======== Supplied records
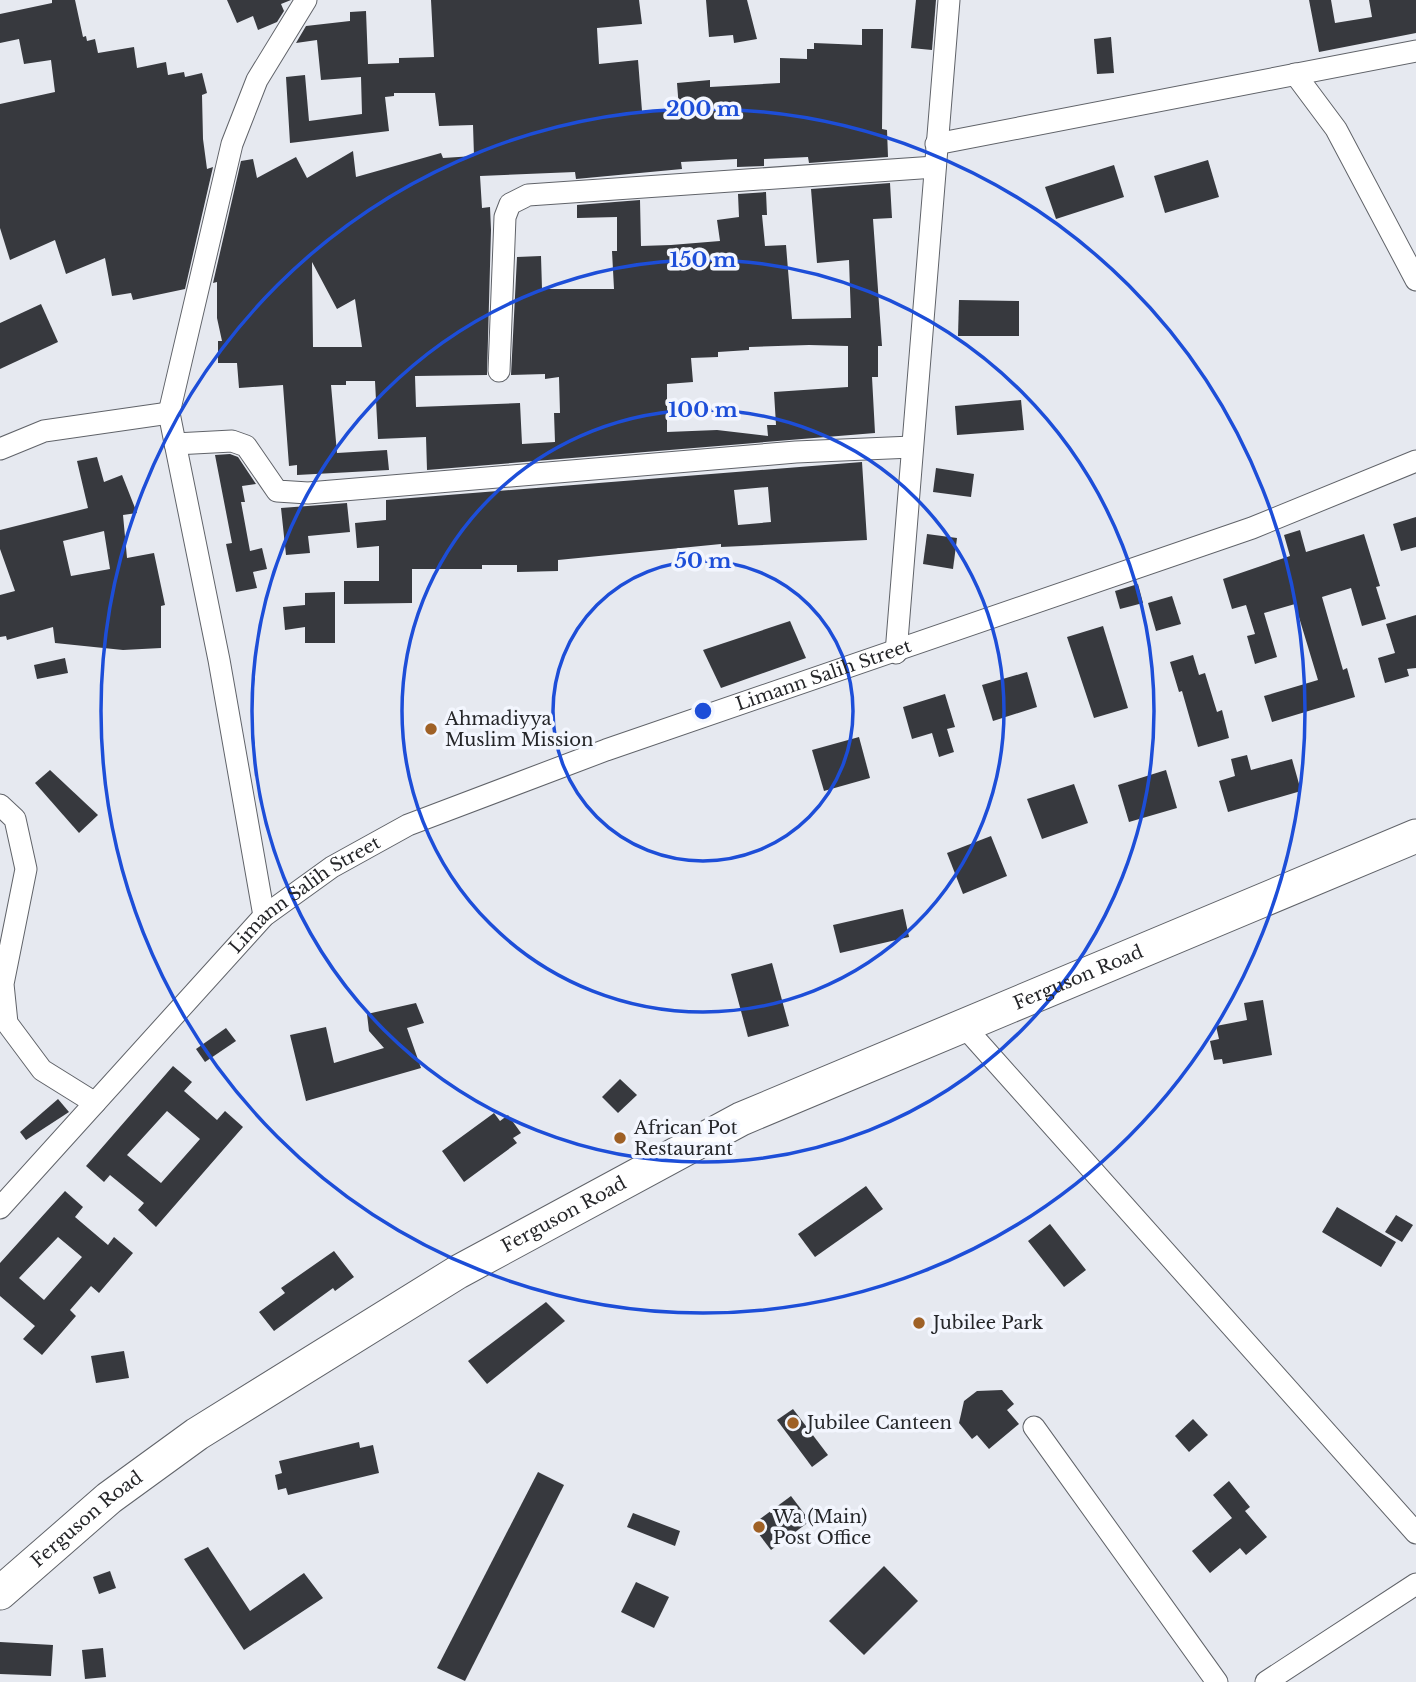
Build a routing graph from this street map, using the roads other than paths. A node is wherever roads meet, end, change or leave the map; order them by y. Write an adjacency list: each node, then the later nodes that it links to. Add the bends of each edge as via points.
1 (306, 0): 9 (street, via 257,80 232,145)
2 (949, 0): 5 (street)
3 (1416, 51): 4 (street)
4 (1295, 74): 5 (street); 7 (street, via 1336,129)
5 (936, 144): 6 (street)
6 (935, 167): 8 (street, via 528,195 510,204 505,217); 11 (street)
7 (1416, 280)
8 (499, 371)
9 (169, 413): 10 (street); 12 (street, via 44,431)
10 (175, 444): 11 (street, via 232,441 246,446 277,491 307,493 796,452); 17 (street)
11 (912, 447): 14 (street)
12 (0, 449)
13 (1416, 461): 14 (street, Limann Salih Street, via 1252,528)
14 (896, 653): 17 (street, Limann Salih Street, via 606,750 408,825 332,867)
15 (0, 805): 19 (street, via 15,819 26,869 3,984 7,1023 42,1070)
16 (1416, 836): 18 (highway, Ferguson Road)
17 (264, 916): 19 (street, Limann Salih Street)
18 (962, 1024): 22 (street); 24 (highway, Ferguson Road, via 741,1119 458,1272 197,1434 109,1498)
19 (94, 1103): 20 (street, Limann Salih Street)
20 (0, 1208)
21 (1034, 1427): 25 (street)
22 (1416, 1533)
23 (1416, 1584): 26 (street)
24 (0, 1593)
25 (1217, 1682)
26 (1266, 1682)

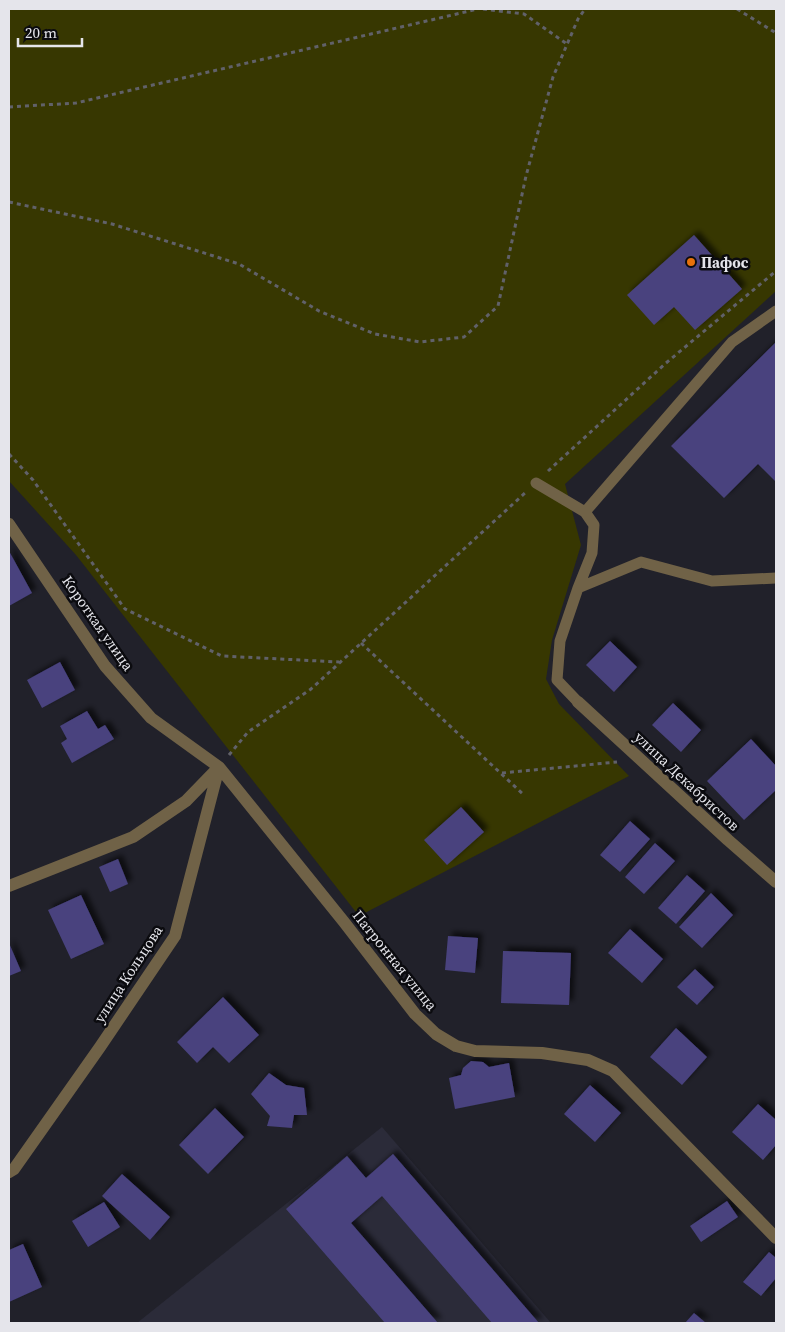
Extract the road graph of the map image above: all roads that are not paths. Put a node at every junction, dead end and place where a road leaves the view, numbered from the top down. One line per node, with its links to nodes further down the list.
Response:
1 (776, 311): 3 (lane)
2 (536, 483): 3 (lane)
3 (585, 512): 6 (lane)
4 (9, 524): 8 (street, Короткая улица)
5 (776, 578): 6 (lane)
6 (578, 588): 7 (lane)
7 (578, 702): 9 (street, улица Декабристов)
8 (219, 767): 10 (street); 11 (street, улица Кольцова); 12 (street, Патронная улица)
9 (776, 882)
10 (9, 886)
11 (9, 1172)
12 (776, 1238)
================
What you return should match the records line for line, minus the pictures.

§ Response to this exercise
Build a routing graph from this street map, using the roads other than paths. A node is wherever roads meet, end, change or leave the map; order them by y. Write an adjacency list: each node, then the later nodes that it links to. Add the bends of each edge as via points.
1 (306, 0): 9 (street, via 257,80 232,145)
2 (949, 0): 5 (street)
3 (1416, 51): 4 (street)
4 (1295, 74): 5 (street); 7 (street, via 1336,129)
5 (936, 144): 6 (street)
6 (935, 167): 8 (street, via 528,195 510,204 505,217); 11 (street)
7 (1416, 280)
8 (499, 371)
9 (169, 413): 10 (street); 12 (street, via 44,431)
10 (175, 444): 11 (street, via 232,441 246,446 277,491 307,493 796,452); 17 (street)
11 (912, 447): 14 (street)
12 (0, 449)
13 (1416, 461): 14 (street, Limann Salih Street, via 1252,528)
14 (896, 653): 17 (street, Limann Salih Street, via 606,750 408,825 332,867)
15 (0, 805): 19 (street, via 15,819 26,869 3,984 7,1023 42,1070)
16 (1416, 836): 18 (highway, Ferguson Road)
17 (264, 916): 19 (street, Limann Salih Street)
18 (962, 1024): 22 (street); 24 (highway, Ferguson Road, via 741,1119 458,1272 197,1434 109,1498)
19 (94, 1103): 20 (street, Limann Salih Street)
20 (0, 1208)
21 (1034, 1427): 25 (street)
22 (1416, 1533)
23 (1416, 1584): 26 (street)
24 (0, 1593)
25 (1217, 1682)
26 (1266, 1682)

Extract the road graph of the map image above: all roads that are not paths. Put a node at every junction, dead end and place where a road leaves the view, numbered from the top down. One line per node, with its links to nodes further down the list.
Response:
1 (776, 311): 3 (lane)
2 (536, 483): 3 (lane)
3 (585, 512): 6 (lane)
4 (9, 524): 8 (street, Короткая улица)
5 (776, 578): 6 (lane)
6 (578, 588): 7 (lane)
7 (578, 702): 9 (street, улица Декабристов)
8 (219, 767): 10 (street); 11 (street, улица Кольцова); 12 (street, Патронная улица)
9 (776, 882)
10 (9, 886)
11 (9, 1172)
12 (776, 1238)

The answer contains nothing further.